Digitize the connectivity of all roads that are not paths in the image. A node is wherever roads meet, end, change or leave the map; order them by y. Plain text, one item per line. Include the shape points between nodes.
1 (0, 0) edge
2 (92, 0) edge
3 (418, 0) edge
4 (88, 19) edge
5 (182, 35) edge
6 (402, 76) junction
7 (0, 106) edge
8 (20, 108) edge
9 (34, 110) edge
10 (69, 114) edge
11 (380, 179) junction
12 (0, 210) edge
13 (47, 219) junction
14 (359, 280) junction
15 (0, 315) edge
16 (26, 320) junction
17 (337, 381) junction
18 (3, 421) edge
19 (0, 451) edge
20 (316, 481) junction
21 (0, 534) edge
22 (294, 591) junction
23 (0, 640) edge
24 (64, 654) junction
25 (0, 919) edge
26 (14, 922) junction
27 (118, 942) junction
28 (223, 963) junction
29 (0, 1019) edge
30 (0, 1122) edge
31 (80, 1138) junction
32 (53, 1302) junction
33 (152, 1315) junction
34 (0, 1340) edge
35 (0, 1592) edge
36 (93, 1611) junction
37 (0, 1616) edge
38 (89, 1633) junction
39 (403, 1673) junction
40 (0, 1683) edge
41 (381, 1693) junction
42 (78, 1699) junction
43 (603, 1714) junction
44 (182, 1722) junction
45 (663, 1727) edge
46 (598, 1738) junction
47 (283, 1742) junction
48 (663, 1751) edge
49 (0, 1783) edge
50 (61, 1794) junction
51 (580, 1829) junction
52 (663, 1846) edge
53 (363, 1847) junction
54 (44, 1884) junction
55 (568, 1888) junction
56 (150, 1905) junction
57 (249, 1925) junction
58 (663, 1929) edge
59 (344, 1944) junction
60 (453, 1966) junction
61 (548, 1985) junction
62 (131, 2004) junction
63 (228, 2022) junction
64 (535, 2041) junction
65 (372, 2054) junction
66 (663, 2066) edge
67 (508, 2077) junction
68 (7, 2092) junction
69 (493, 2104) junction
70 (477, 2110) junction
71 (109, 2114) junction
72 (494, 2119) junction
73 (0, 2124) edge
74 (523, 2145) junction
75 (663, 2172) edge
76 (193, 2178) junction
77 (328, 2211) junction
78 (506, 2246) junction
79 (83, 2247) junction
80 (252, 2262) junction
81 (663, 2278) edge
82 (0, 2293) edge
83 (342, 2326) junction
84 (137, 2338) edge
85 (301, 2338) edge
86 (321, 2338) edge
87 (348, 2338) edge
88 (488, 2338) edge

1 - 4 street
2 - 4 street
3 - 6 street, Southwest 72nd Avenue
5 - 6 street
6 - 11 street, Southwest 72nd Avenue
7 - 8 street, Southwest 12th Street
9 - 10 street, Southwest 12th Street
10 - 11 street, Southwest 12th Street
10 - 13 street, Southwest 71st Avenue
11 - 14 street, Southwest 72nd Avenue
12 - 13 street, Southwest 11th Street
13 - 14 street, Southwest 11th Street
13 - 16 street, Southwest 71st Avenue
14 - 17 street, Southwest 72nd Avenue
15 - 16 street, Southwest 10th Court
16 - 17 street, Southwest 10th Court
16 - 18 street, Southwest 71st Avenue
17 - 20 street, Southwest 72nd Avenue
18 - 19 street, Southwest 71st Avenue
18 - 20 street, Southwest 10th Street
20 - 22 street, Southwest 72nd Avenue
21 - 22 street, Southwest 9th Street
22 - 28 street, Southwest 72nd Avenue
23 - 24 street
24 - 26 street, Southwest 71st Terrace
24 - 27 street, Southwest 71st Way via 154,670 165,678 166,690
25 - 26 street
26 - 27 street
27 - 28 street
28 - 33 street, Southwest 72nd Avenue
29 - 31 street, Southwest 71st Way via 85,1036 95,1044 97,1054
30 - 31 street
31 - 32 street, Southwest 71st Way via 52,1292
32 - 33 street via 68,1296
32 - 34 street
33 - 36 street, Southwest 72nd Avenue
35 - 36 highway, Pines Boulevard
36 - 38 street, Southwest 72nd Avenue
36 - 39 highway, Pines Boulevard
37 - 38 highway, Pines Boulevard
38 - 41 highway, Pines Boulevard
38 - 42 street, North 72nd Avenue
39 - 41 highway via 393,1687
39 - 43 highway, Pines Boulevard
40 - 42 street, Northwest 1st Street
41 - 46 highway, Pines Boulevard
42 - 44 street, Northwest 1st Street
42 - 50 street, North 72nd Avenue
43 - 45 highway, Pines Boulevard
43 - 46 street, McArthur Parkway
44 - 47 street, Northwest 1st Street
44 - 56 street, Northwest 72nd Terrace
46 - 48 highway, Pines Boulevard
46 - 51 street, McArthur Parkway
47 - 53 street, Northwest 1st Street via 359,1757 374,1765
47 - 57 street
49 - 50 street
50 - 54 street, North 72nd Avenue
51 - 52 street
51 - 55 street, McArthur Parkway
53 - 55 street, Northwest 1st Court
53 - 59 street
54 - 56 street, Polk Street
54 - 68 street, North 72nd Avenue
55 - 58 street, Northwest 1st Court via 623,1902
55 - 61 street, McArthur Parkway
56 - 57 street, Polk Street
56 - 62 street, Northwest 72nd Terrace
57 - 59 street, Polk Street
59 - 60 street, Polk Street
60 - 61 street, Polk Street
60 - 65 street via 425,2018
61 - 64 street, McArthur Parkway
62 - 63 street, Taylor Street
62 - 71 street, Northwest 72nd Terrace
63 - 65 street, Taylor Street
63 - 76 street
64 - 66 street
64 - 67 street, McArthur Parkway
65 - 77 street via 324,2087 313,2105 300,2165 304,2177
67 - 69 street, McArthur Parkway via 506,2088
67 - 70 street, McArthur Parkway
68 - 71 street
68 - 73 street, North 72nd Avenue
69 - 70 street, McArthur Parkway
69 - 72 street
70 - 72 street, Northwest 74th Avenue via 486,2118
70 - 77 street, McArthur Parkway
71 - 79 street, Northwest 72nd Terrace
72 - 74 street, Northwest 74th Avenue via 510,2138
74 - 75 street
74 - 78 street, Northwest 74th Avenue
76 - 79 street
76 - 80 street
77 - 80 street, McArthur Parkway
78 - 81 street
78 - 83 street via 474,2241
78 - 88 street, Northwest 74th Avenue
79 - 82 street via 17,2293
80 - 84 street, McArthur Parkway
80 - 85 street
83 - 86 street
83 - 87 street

● **EXERCISE DESCRIPTION**
Copy out all lines of the listing above that include "Terrace".

● **EXPECTED OUTPUT**
24 - 26 street, Southwest 71st Terrace
44 - 56 street, Northwest 72nd Terrace
56 - 62 street, Northwest 72nd Terrace
62 - 71 street, Northwest 72nd Terrace
71 - 79 street, Northwest 72nd Terrace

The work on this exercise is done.